Too many times I’ve watched vibrant, passionate, loving, and hard-working young professionals wishing their weeks and months away in hopes that their obligatory two-weeks off correspond with the two-weeks that their spouses get off. Oh…and then hope it all coincides nicely with a time when the kids will be out of school.

Have we, in spite of massive and concerted efforts, taken the wrong path? Are we stuck in some sort of developmental karmic loop? Is it “Monkey see, monkey do?” Are we doing what we do because it’s what we see and what we’ve seen?

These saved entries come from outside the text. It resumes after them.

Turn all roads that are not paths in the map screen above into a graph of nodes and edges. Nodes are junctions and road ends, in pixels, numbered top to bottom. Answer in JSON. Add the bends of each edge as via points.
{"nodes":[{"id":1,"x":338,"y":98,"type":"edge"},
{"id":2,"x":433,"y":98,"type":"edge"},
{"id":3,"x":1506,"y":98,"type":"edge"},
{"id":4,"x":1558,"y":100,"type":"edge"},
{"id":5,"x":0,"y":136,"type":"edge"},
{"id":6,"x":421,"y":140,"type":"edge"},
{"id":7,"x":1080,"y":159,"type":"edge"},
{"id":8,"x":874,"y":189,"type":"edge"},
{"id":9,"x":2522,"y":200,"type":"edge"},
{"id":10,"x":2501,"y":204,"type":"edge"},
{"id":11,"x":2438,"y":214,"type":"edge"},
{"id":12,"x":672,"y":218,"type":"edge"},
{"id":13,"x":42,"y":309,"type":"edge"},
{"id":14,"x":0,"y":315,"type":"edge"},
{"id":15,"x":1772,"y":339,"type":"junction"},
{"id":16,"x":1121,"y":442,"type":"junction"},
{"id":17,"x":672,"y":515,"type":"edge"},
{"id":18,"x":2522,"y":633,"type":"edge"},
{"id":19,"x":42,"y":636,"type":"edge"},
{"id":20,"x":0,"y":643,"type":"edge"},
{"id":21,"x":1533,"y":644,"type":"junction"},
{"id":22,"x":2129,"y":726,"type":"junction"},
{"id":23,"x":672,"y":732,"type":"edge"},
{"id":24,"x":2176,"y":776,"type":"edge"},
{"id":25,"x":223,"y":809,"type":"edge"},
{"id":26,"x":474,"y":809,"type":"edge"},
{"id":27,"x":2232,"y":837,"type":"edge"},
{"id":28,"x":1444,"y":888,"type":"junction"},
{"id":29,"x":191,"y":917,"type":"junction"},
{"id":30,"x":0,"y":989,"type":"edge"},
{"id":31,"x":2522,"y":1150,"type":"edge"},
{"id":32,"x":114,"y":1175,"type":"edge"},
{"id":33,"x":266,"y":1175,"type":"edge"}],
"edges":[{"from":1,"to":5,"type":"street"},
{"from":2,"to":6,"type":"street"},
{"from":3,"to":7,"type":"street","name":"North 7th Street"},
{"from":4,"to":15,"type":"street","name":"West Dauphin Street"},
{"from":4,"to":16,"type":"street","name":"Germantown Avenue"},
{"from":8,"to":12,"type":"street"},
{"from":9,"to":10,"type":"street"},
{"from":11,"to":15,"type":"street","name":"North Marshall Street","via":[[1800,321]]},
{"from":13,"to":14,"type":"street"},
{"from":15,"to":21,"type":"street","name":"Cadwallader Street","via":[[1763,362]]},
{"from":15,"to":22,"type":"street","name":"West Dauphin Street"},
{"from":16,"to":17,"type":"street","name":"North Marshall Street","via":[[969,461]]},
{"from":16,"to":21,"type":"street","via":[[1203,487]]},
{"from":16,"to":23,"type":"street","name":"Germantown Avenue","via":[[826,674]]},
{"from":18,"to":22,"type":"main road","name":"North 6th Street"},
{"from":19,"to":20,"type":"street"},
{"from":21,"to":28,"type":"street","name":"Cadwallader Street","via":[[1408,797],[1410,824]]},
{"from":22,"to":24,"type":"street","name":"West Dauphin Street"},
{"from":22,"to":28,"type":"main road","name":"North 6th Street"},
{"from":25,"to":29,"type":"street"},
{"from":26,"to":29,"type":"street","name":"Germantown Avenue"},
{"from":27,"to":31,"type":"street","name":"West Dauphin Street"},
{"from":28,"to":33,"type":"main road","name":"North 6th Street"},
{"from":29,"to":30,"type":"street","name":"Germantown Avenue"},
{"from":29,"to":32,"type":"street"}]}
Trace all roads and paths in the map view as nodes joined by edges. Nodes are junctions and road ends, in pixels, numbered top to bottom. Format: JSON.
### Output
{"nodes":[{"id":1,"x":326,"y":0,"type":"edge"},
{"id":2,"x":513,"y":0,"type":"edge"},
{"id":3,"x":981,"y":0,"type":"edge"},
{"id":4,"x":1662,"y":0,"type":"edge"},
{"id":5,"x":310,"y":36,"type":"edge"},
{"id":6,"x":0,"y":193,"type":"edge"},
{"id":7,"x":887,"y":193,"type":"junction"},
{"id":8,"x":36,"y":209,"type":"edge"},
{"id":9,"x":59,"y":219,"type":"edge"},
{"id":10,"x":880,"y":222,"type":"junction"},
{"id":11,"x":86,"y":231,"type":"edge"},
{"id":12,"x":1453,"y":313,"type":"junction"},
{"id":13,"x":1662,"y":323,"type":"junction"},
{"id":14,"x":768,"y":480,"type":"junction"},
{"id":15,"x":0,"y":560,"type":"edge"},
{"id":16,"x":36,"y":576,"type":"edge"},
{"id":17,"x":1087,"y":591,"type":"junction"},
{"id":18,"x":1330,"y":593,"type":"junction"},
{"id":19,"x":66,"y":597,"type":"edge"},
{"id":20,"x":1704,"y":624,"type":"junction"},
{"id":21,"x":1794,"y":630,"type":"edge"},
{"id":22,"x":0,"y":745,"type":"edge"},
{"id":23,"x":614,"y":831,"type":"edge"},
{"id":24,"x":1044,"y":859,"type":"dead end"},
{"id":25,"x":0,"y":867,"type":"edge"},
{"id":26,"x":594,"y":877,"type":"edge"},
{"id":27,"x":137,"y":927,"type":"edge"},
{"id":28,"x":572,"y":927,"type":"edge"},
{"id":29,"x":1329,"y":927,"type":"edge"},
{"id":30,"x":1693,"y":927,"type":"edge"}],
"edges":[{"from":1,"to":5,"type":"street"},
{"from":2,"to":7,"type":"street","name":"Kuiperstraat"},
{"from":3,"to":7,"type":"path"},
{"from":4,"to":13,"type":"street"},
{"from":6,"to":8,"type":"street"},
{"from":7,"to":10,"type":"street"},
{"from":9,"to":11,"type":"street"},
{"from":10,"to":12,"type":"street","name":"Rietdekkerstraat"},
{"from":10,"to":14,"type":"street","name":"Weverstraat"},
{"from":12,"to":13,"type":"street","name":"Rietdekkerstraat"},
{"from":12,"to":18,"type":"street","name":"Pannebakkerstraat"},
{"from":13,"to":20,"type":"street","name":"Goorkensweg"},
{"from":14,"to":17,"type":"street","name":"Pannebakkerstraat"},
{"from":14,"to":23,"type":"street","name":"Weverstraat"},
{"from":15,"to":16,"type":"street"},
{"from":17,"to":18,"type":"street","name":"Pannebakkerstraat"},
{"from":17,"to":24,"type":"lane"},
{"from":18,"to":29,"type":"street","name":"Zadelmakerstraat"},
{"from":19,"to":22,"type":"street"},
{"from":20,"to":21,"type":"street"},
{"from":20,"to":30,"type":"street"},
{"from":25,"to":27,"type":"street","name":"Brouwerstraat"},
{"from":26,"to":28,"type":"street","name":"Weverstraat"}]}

I don’t think so.

I, with all of who I am, believe that we do all of it, tirelessly and thanklessly, because we’ve not been taught that there’s another way. Stephen R. Covey, the author of 7 Habits of Highly Effective People, wrote, “If the ladder is not leaning against the right wall, then every step we take just gets us to the wrong place…faster.”

From my viewpoint, where many of us find ourselves, individually and collectively, can’t be as fantastic as we were promised. If it is, why do we daydream about (and spend billions of dollars each year) leaving it in the rearview mirror?

I think that’s it. That’s the question that I’m struggling with. Have we become incredibly efficient at…accumulating stuff? Have we, albeit unwittingly and with the very best of intentions, completely lost our focus on what actually matters? Are we allowing, in fact encouraging, the simplest of joys to elude us while we work our backsides off in pursuit of temporarily satisfying our egos insatiable appetites? Have we been brainwashed by marketing moguls? Are we that sheepish? That naive?

Yes.

In the meantime, we repeatedly put a tiny fraction of what we’ve worked so hard to accumulate into a suitcase, only packing “what we need,” then pay thousands or tens of thousands of dollars to leave everything else behind?

For 45 years, I was guilty as charged. Now, because my boys’ wellness depends on it, I’m breaking that cycle. I want to be outside. I want to see the world. I want to experience new cultures and learn new points of view. I want to leave it all behind. In fact, I want to leave it all on the shelves at the big box stores where it belongs. I don’t want more stuff anymore. I want more life.

I don’t know where the original idea came from, I adopted this idea from The Minimalists (Joshua Fields Millburn and Ryan Nicodemus). It goes something like this:

The most important things…aren’t things.

Is a more minimal lifestyle in my family’s near future? It sure feels like it…and it feels right.